The man who proposed student tuition fees in the UK has given a warning that universities might be tempted into a form of price-fixing cartel.
Lord Dearing: Warning to government
Lord Dearing - author of a key 1997 report on higher education - predicted a new era of "price competition" between universities as a result of the government's new strategy.
Delivering the first lecture as president of the new Higher Education Policy Institute, Lord Dearing also said the new student grants should be higher - £1,500 not £1,000.
And there should be a 20-year limit on repaying graduate debts.
The government's recently-announced higher education strategy for England is to allow universities to charge higher tuition fees of up to £3,000 per year for different courses.
It reinforced the aim of having half of young people experiencing higher education by 2010.
That growth is expected to come not through traditional three-year degrees but through the new, two-year, vocationally-oriented foundation degrees - typically in further education colleges.
This has surprised some in the higher education sector, though it is the policy ministers have talked about for some time now.
And Lord Dearing said it fitted with the sort of expansion foreseen by his committee in 1997.
Potentially it could have a major influence on the structure of higher education.
This was especially so with the quadrupling to £880 per student of the "postcode premium" institutions get for taking people from less advantaged backgrounds.
He said FE colleges and universities that benefited most from that premium would be able to "advance their position in the marketplace".
He expected two reactions: more mergers and amalgamations - and pricing agreements.
"We are moving into a new world for institutions of price competition," he said.
"Pitching the price right is potentially very hazardous, especially in this desert of a growth market in the traditional degrees."
It would be natural for vice-chancellors to seek to protect themselves.
But in his day in private industry there had been an 11th commandment: "Thou shalt not fix prices with thy competitors or engage in unfair trading practices."
There was perhaps an issue that needed thinking through here - "it's a new one for us", he said.
It had been said that the Russell Group of 19 elite research-led universities would all go for the full £3,000 a year - "a thumping increase" on the current £1,100.
But some might not find it all that easy, he said. With FE colleges becoming big players at sub-degree level, there could be pressure on fees "all the way up the pecking order".
Grants and debt
In terms of the effect on widening access, Lord Dearing said the emphasis had been on universities - but society as a whole had to do more to see that people from less well off backgrounds got better exam results at school.
He thought the government was right to have proposed an "access regulator" to check that universities which wanted to charge higher fees had strategies for bringing in students from poorer backgrounds.
But he gave a warning that in reintroducing grants for the poorest, the government could create "a new underclass" of people from middle class backgrounds.

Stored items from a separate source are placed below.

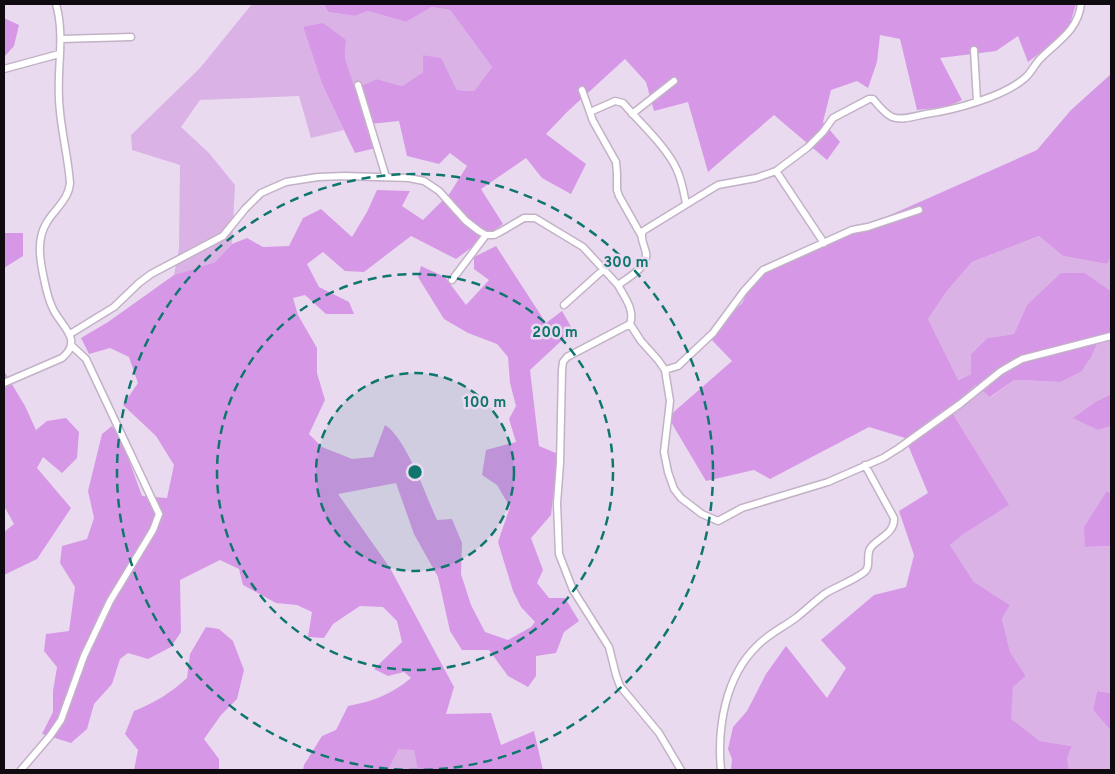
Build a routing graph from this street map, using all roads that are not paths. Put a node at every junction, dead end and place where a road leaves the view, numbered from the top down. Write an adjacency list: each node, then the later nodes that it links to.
1 (56, 4): 4 (street)
2 (1080, 4): 11 (street)
3 (131, 37): 4 (street)
4 (60, 39): 6 (street)
5 (974, 50): 11 (street)
6 (59, 54): 7 (street); 26 (street)
7 (4, 69)
8 (674, 81): 13 (street)
9 (358, 85): 15 (street)
10 (582, 90): 12 (street)
11 (977, 101): 14 (street)
12 (590, 112): 13 (street); 19 (street)
13 (632, 114): 16 (street)
14 (776, 171): 16 (street); 20 (street)
15 (386, 177): 18 (street); 26 (street)
16 (686, 204): 19 (street)
17 (919, 210): 20 (street)
18 (486, 235): 21 (street); 22 (street)
19 (641, 236): 23 (street)
20 (824, 243): 29 (street)
21 (604, 269): 23 (street); 24 (street)
22 (452, 280)
23 (618, 285): 25 (street)
24 (564, 305)
25 (630, 324): 29 (street); 33 (street)
26 (70, 334): 28 (street)
27 (1111, 336): 31 (street)
28 (72, 346): 30 (street); 32 (street)
29 (665, 370): 31 (street)
30 (4, 383)
31 (864, 465): 34 (street)
32 (21, 770)
33 (681, 770)
34 (721, 770)

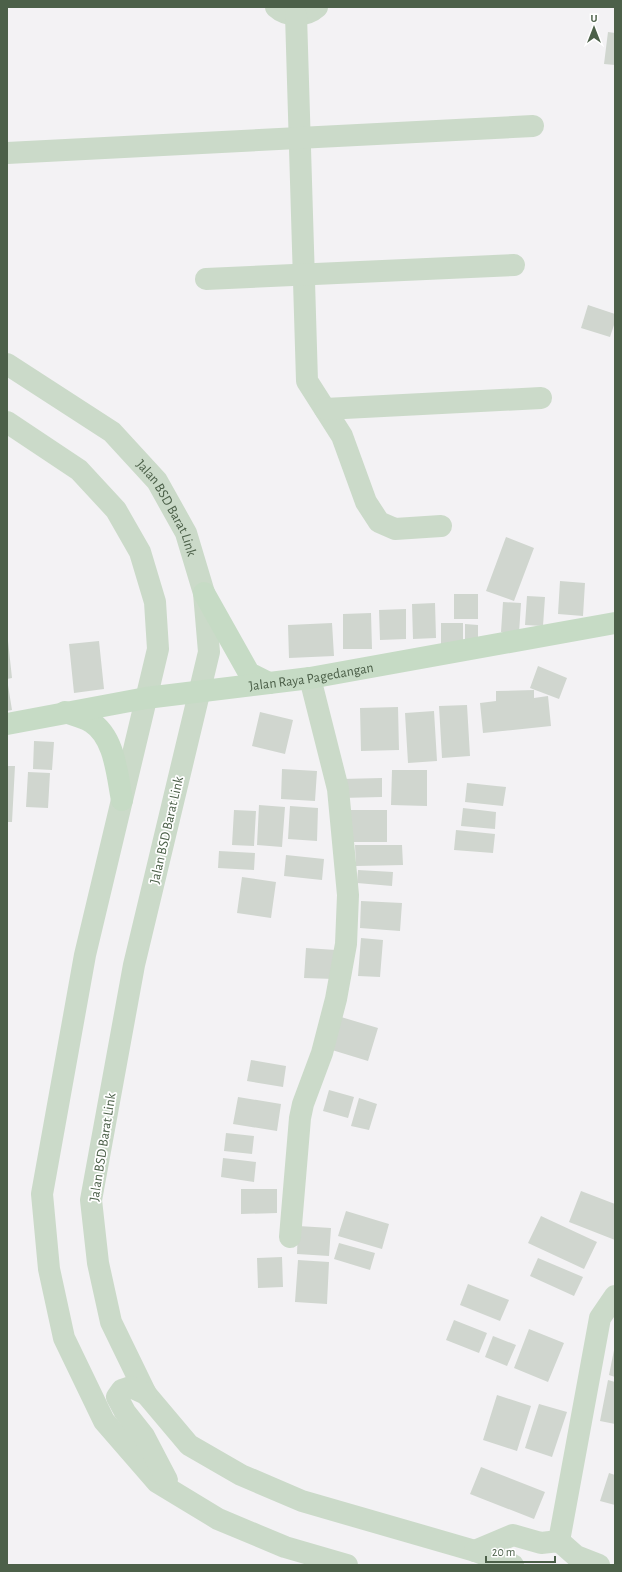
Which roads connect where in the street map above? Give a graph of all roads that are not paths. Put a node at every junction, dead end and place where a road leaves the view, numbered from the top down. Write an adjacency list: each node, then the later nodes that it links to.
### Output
1 (276, 7): 3 (street)
2 (317, 7): 3 (street)
3 (296, 15): 5 (street)
4 (534, 126): 5 (street)
5 (300, 138): 6 (street); 8 (street)
6 (7, 153)
7 (514, 265): 8 (street)
8 (304, 275): 9 (street); 12 (street)
9 (206, 279)
10 (7, 364): 15 (street, Jalan BSD Barat Link)
11 (541, 398): 12 (street)
12 (325, 409): 14 (street)
13 (7, 422): 20 (street)
14 (442, 526)
15 (204, 593): 18 (street); 19 (street, Jalan BSD Barat Link)
16 (615, 623): 17 (street, Jalan Raya Pagedangan)
17 (310, 678): 18 (street, Jalan Raya Pagedangan); 24 (street)
18 (269, 683): 19 (street, Jalan Raya Pagedangan)
19 (199, 691): 20 (street, Jalan Raya Pagedangan); 26 (street, Jalan BSD Barat Link)
20 (146, 698): 21 (street, Jalan Raya Pagedangan); 23 (street)
21 (64, 712): 22 (street, Jalan Raya Pagedangan); 23 (street)
22 (7, 724)
23 (122, 800): 27 (street)
24 (290, 1237)
25 (615, 1296): 28 (street)
26 (146, 1394): 27 (street); 29 (street, Jalan BSD Barat Link)
27 (173, 1492): 30 (street)
28 (559, 1541): 29 (street); 32 (street)
29 (475, 1551): 31 (street, Jalan BSD Barat Link)
30 (347, 1565)
31 (513, 1565)
32 (599, 1565)

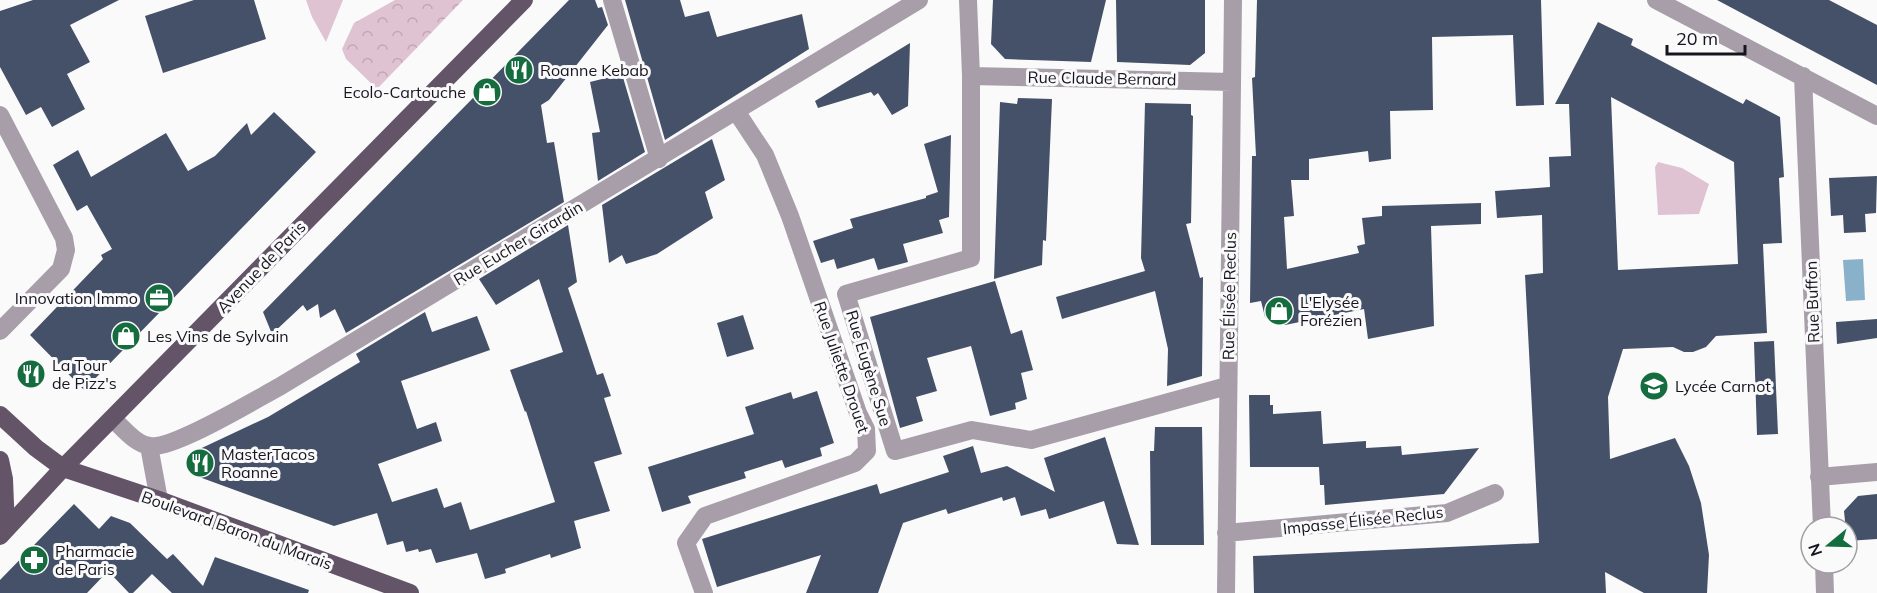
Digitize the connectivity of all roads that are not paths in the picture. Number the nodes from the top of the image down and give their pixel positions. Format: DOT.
graph roads {
  1 [pos="524,0"];
  2 [pos="612,0"];
  3 [pos="919,0"];
  4 [pos="968,0"];
  5 [pos="1233,0"];
  6 [pos="1656,0"];
  7 [pos="971,76"];
  8 [pos="1803,76"];
  9 [pos="1232,82"];
  10 [pos="736,111"];
  11 [pos="0,115"];
  12 [pos="1877,116"];
  13 [pos="659,159"];
  14 [pos="0,331"];
  15 [pos="1227,386"];
  16 [pos="0,415"];
  17 [pos="113,419"];
  18 [pos="149,447"];
  19 [pos="0,460"];
  20 [pos="63,468"];
  21 [pos="1877,472"];
  22 [pos="1819,477"];
  23 [pos="1496,493"];
  24 [pos="159,500"];
  25 [pos="1821,515"];
  26 [pos="3,533"];
  27 [pos="1226,533"];
  28 [pos="1825,575"];
  29 [pos="410,593"];
  30 [pos="704,593"];
  31 [pos="1227,593"];
  32 [pos="1826,593"];
  1 -- 17 [label="main road, Avenue de Paris"];
  2 -- 13 [label="street"];
  3 -- 10 [label="street, Rue Eucher Girardin"];
  4 -- 7 [label="street, Rue Eugène Sue"];
  5 -- 9 [label="street, Rue Élisée Reclus"];
  6 -- 8 [label="street"];
  7 -- 9 [label="street, Rue Claude Bernard"];
  7 -- 15 [label="street, Rue Eugène Sue"];
  8 -- 12 [label="street"];
  8 -- 22 [label="street, Rue Buffon"];
  9 -- 15 [label="street, Rue Élisée Reclus"];
  10 -- 13 [label="street, Rue Eucher Girardin"];
  10 -- 30 [label="street, Rue Juliette Drouet"];
  11 -- 14 [label="street"];
  13 -- 18 [label="street, Rue Eucher Girardin"];
  15 -- 27 [label="street, Rue Élisée Reclus"];
  16 -- 20 [label="main road, Boulevard Baron du Marais"];
  17 -- 18 [label="street"];
  17 -- 20 [label="main road, Avenue de Paris"];
  18 -- 24 [label="street"];
  19 -- 26 [label="main road"];
  20 -- 24 [label="main road, Boulevard Baron du Marais"];
  20 -- 26 [label="main road, Avenue de Paris"];
  21 -- 22 [label="street"];
  22 -- 25 [label="street, Rue Buffon"];
  23 -- 27 [label="street, Impasse Élisée Reclus"];
  24 -- 29 [label="main road, Boulevard Baron du Marais"];
  27 -- 31 [label="street, Rue Élisée Reclus"];
  28 -- 32 [label="street"];
}
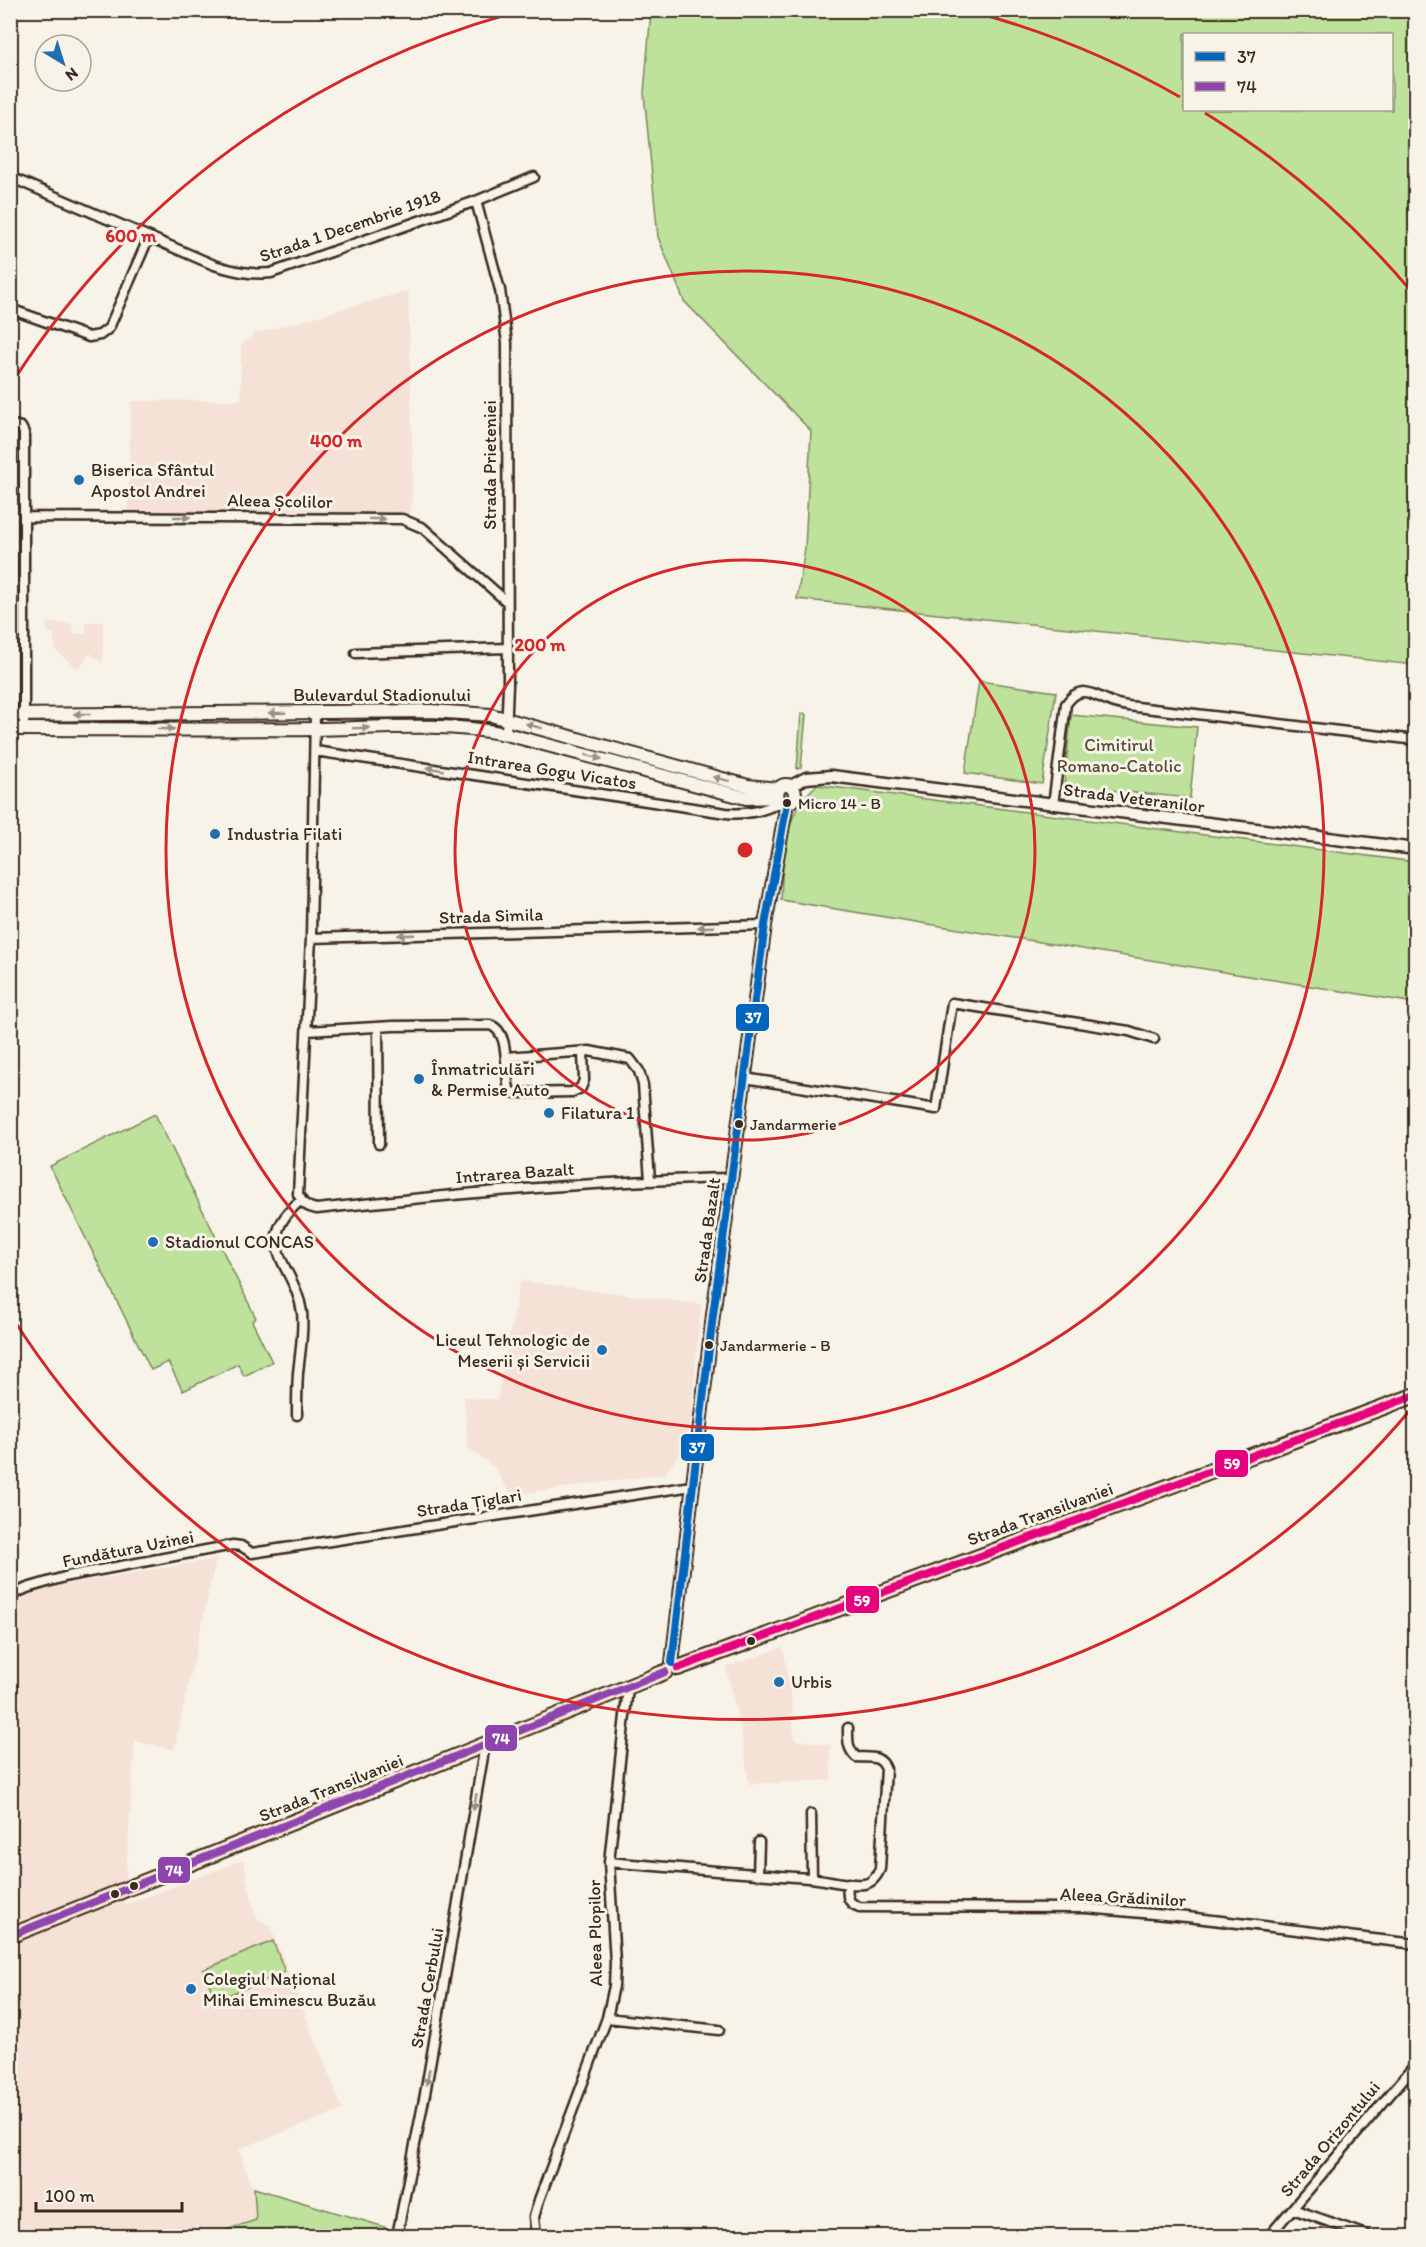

He argued that the £10,000 family income cut-off to qualify for the full grant was not enough - and that the grant should be £1,500 not £1,000.
Also, there should be a 20-year limit after which graduates should not longer be expected to continue paying off their debts.
The Education Secretary, Charles Clarke - who consulted Lord Dearing in preparing his strategy - has already indicated that the family income figure might have been pitched too low.
Lord Dearing also said it would be wrong if poorer people, anxious about debt, felt obliged to opt for the cheaper degree courses - typically in the arts - which in turn would mean a lower return in their postgraduate salaries.
Were higher fees "equitable"? Yes, because he believed the main beneficiaries of higher education were the students themselves, and having a degree would still yield "a financial dividend".
"We live in a society in which, in education terms, more is given to those that have and less to those that are less advantaged in life," he said.
"Ours in the educational stakes is a very unequal society, and those that have the gifts and background to equip themselves for higher education get a much better deal than the less academically gifted and less fortunate in what their parents can do for them."
Lord Dearing also broadly welcomed the government's plans on research and on teaching.